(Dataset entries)
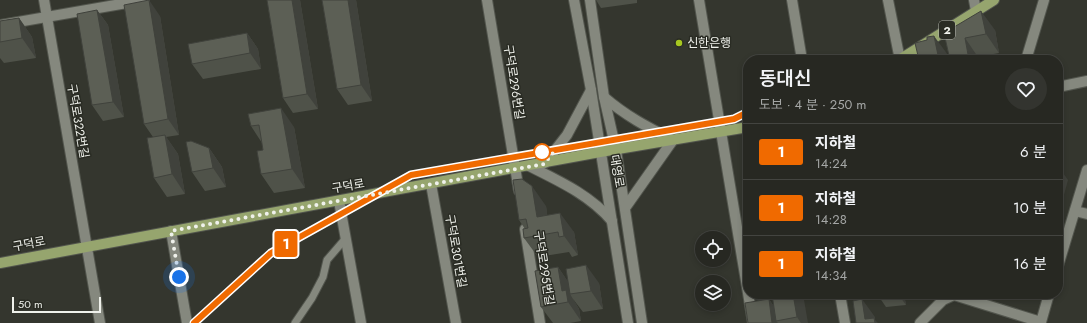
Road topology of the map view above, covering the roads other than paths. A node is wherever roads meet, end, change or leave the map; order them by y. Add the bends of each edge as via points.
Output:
1 (44, 0) edge
2 (144, 0) edge
3 (487, 0) edge
4 (574, 0) edge
5 (590, 0) edge
6 (699, 0) edge
7 (792, 0) edge
8 (888, 0) edge
9 (974, 0) edge
10 (994, 0) edge
11 (1044, 0) edge
12 (976, 11) junction
13 (47, 17) junction
14 (0, 25) edge
15 (801, 55) edge
16 (898, 55) edge
17 (907, 55) edge
18 (1028, 55) edge
19 (1087, 81) edge
20 (1063, 86) edge
21 (591, 90) junction
22 (604, 97) junction
23 (743, 128) edge
24 (721, 132) junction
25 (673, 140) junction
26 (616, 150) junction
27 (600, 152) junction
28 (544, 164) junction
29 (529, 166) junction
30 (515, 169) junction
31 (1087, 170) edge
32 (431, 184) junction
33 (520, 200) edge
34 (339, 201) junction
35 (625, 208) junction
36 (1075, 211) junction
37 (1087, 214) edge
38 (612, 221) junction
39 (524, 223) edge
40 (171, 231) junction
41 (346, 238) junction
42 (86, 247) junction
43 (1063, 250) edge
44 (0, 262) edge
45 (743, 263) edge
46 (749, 299) edge
47 (841, 299) edge
48 (945, 299) edge
49 (968, 299) edge
50 (1049, 299) edge
51 (1042, 322) edge
52 (100, 323) edge
53 (187, 323) edge
54 (295, 323) edge
55 (361, 323) edge
56 (456, 323) edge
57 (540, 323) edge
58 (628, 323) edge
59 (642, 323) edge
60 (753, 323) edge
61 (845, 323) edge
62 (920, 323) edge

1 - 13 street, 구덕로322번길
2 - 13 street
3 - 30 street, 구덕로296번길
4 - 21 street, 대영로
5 - 22 street, 대영로
6 - 24 street
7 - 15 street
8 - 16 street
9 - 12 street
10 - 12 main road, 2
11 - 18 street
12 - 17 main road, 2
13 - 14 street
13 - 42 street, 구덕로322번길
19 - 20 street
21 - 27 street, 대영로
21 - 28 street via 567,134
22 - 25 street via 640,124
22 - 26 street, 대영로
23 - 24 main road, 구덕로
24 - 25 main road, 구덕로
24 - 45 street
25 - 26 main road, 구덕로
25 - 35 street
26 - 27 main road, 구덕로
26 - 35 street, 대영로
27 - 28 main road, 구덕로
27 - 38 street, 대영로
28 - 29 main road, 구덕로
29 - 30 main road, 구덕로
29 - 38 street via 576,190 605,212
30 - 32 main road, 구덕로
30 - 33 street
31 - 36 street
32 - 34 main road, 구덕로
32 - 56 street, 구덕로301번길
34 - 40 main road, 구덕로
34 - 41 street
35 - 59 street, 대영로
36 - 37 street
36 - 43 street
38 - 58 street, 대영로
39 - 57 street, 구덕로295번길
40 - 42 main road, 구덕로
40 - 53 street
41 - 54 lane via 328,260 312,298
41 - 55 street
42 - 44 main road, 구덕로
42 - 52 street, 구덕로322번길
46 - 60 street
47 - 61 street
48 - 62 street
49 - 51 street
50 - 51 street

* **What is required**
Print the records above verbatim, minus any pictures.

* **Solution to this exercise**
Road topology of the map view above, covering the roads other than paths. A node is wherever roads meet, end, change or leave the map; order them by y. Add the bends of each edge as via points.
Output:
1 (44, 0) edge
2 (144, 0) edge
3 (487, 0) edge
4 (574, 0) edge
5 (590, 0) edge
6 (699, 0) edge
7 (792, 0) edge
8 (888, 0) edge
9 (974, 0) edge
10 (994, 0) edge
11 (1044, 0) edge
12 (976, 11) junction
13 (47, 17) junction
14 (0, 25) edge
15 (801, 55) edge
16 (898, 55) edge
17 (907, 55) edge
18 (1028, 55) edge
19 (1087, 81) edge
20 (1063, 86) edge
21 (591, 90) junction
22 (604, 97) junction
23 (743, 128) edge
24 (721, 132) junction
25 (673, 140) junction
26 (616, 150) junction
27 (600, 152) junction
28 (544, 164) junction
29 (529, 166) junction
30 (515, 169) junction
31 (1087, 170) edge
32 (431, 184) junction
33 (520, 200) edge
34 (339, 201) junction
35 (625, 208) junction
36 (1075, 211) junction
37 (1087, 214) edge
38 (612, 221) junction
39 (524, 223) edge
40 (171, 231) junction
41 (346, 238) junction
42 (86, 247) junction
43 (1063, 250) edge
44 (0, 262) edge
45 (743, 263) edge
46 (749, 299) edge
47 (841, 299) edge
48 (945, 299) edge
49 (968, 299) edge
50 (1049, 299) edge
51 (1042, 322) edge
52 (100, 323) edge
53 (187, 323) edge
54 (295, 323) edge
55 (361, 323) edge
56 (456, 323) edge
57 (540, 323) edge
58 (628, 323) edge
59 (642, 323) edge
60 (753, 323) edge
61 (845, 323) edge
62 (920, 323) edge

1 - 13 street, 구덕로322번길
2 - 13 street
3 - 30 street, 구덕로296번길
4 - 21 street, 대영로
5 - 22 street, 대영로
6 - 24 street
7 - 15 street
8 - 16 street
9 - 12 street
10 - 12 main road, 2
11 - 18 street
12 - 17 main road, 2
13 - 14 street
13 - 42 street, 구덕로322번길
19 - 20 street
21 - 27 street, 대영로
21 - 28 street via 567,134
22 - 25 street via 640,124
22 - 26 street, 대영로
23 - 24 main road, 구덕로
24 - 25 main road, 구덕로
24 - 45 street
25 - 26 main road, 구덕로
25 - 35 street
26 - 27 main road, 구덕로
26 - 35 street, 대영로
27 - 28 main road, 구덕로
27 - 38 street, 대영로
28 - 29 main road, 구덕로
29 - 30 main road, 구덕로
29 - 38 street via 576,190 605,212
30 - 32 main road, 구덕로
30 - 33 street
31 - 36 street
32 - 34 main road, 구덕로
32 - 56 street, 구덕로301번길
34 - 40 main road, 구덕로
34 - 41 street
35 - 59 street, 대영로
36 - 37 street
36 - 43 street
38 - 58 street, 대영로
39 - 57 street, 구덕로295번길
40 - 42 main road, 구덕로
40 - 53 street
41 - 54 lane via 328,260 312,298
41 - 55 street
42 - 44 main road, 구덕로
42 - 52 street, 구덕로322번길
46 - 60 street
47 - 61 street
48 - 62 street
49 - 51 street
50 - 51 street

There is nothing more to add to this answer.